OTTAWA Dalton McGuinty took a 12-hour bus ride from Toronto to his Ottawa home yesterday, basking in polls that showed his Liberals would win a landslide victory in today's election. The official policy on the journey was that unborn poultry shouldn't be counted. And so Mr. McGuinty repeatedly put on his grim face -- he does this exceedingly well -- and said in a variety of ways that ''it's not over by a long shot.''
But someone forgot to tell his supporters. All along Highway 401 -- in Whitby, Belleville and Brockville -- they turned out in largish numbers, convinced he will form the next government.
You half expected palm fronds to be littering the highway.
"We really and truly are introducing the next Premier," Liberal candidate Ernie Parsons told 250 people at a Belleville rally, in a knowing nod to the countless times that no-hope party leaders are described as sure winners.
On its own, yesterday's itinerary suggested the Liberals are cruising to victory. Four years ago, the McGuinty team spent the last days of the campaign virtually holed up in Hamilton in an attempt to gain back support it had lost earlier in the election. This time, Mr. McGuinty did not need to spend his time trying to stand still. His 29th and final day of electioneering was spent in ridings held by Progressive Conservatives that had previously been thought impregnable.
Mr. McGuinty wasn't just flying the flag. His staff say they have a chance of victory in places where Liberals used to be on the endangered-species list. The fact that the party has money at this late stage to conduct any polling, particularly regional surveys, underscores that it is rolling in money. Incumbent Liberal MPPs report that people they have never met before are coming to their campaign offices bearing sizable cheques, while Bay Street observers note that the Liberals are sucking up corporate donations.

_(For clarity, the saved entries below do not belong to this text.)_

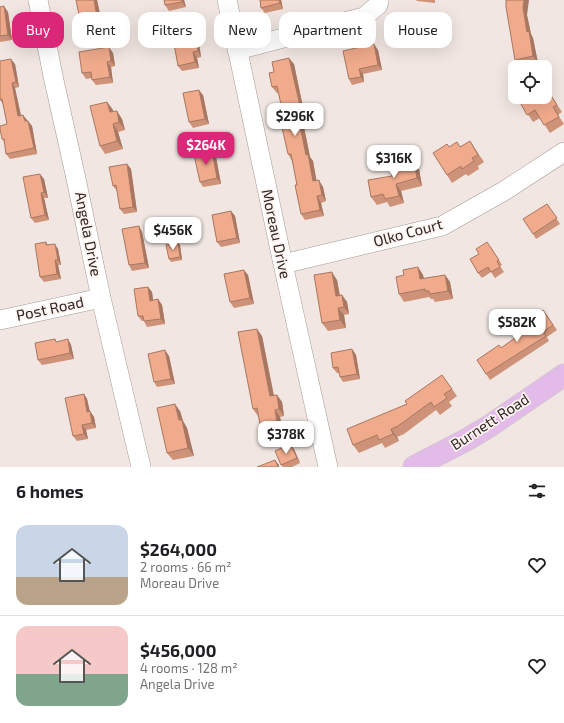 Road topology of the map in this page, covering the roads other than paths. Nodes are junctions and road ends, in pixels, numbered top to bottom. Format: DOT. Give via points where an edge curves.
graph roads {
  1 [pos="38,0"];
  2 [pos="227,0"];
  3 [pos="379,0"];
  4 [pos="237,50"];
  5 [pos="564,152"];
  6 [pos="282,264"];
  7 [pos="100,298"];
  8 [pos="0,320"];
  9 [pos="564,375"];
  10 [pos="141,467"];
  11 [pos="328,467"];
  12 [pos="414,467"];
  1 -- 7 [label="street, Angela Drive"];
  2 -- 4 [label="street, Moreau Drive"];
  3 -- 4 [label="street" via="378,5 364,17"];
  4 -- 6 [label="street, Moreau Drive"];
  5 -- 6 [label="street, Olko Court" via="504,191 442,226"];
  6 -- 11 [label="street, Moreau Drive"];
  7 -- 8 [label="street, Post Road"];
  7 -- 10 [label="street, Angela Drive"];
  9 -- 12 [label="main road, Burnett Road" via="488,427"];
}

It's also noteworthy that Mr. McGuinty and his team say they didn't feel they had to revisit densely packed constituencies in the Greater Toronto Area. Instead, they opted to drive hundreds of kilometres to visit places where no one would have given them a chance.
In Brockville for his 91st and second-last stop of the campaign, the Liberal Leader noted that when his late father first ran for election in Ottawa South in 1987, the riding had voted Conservative since Confederation.
"People said we could never win in that riding," he told about 100 supporters hoping that Conservative cabinet minister Bob Runciman's 22-year grip on the riding will end today. "There are a lot of people who said the same kind of thing about this riding."
Earlier in Whitby, 150 people showed up for a breakfast rally at a shop across from the constituency office of Conservative cabinet minister Jim Flaherty. That's twice the number who attended a rally a few days ago when Conservative Leader Ernie Eves came to neighbouring Ajax with Mr. Flaherty and fellow ministers Janet Ecker and Jerry Ouellette in tow.
At every stop, Mr. McGuinty exuded a calm optimism while delivering a stump speech that drew on the same catalogue of phrases and jokes he employed throughout September. For the most part, he tried not to acknowledge what almost everyone in Ontario -- including senior Conservatives -- concedes is a certain Liberal victory today.
Don't take anything for granted, he said. Ignore the pollsters and pundits. It's up to the people of Ontario.
It took a couple of Toronto radio disc jockeys to break through this Maginot Line of modesty. Humble and Fred, who host a morning program on Mix 99.9, have interviewed Mr. McGuinty frequently since he became Liberal Leader in 1996. They simply asked him his thoughts on the eve of becoming premier.
"There will be some heavy responsibilities connected to the job, but my greater concern is to make sure the family remains tight because I'm going to be called upon to be away even more frequently," Mr. McGuinty said. "The biggest challenge for me will be to stay connected to the kids."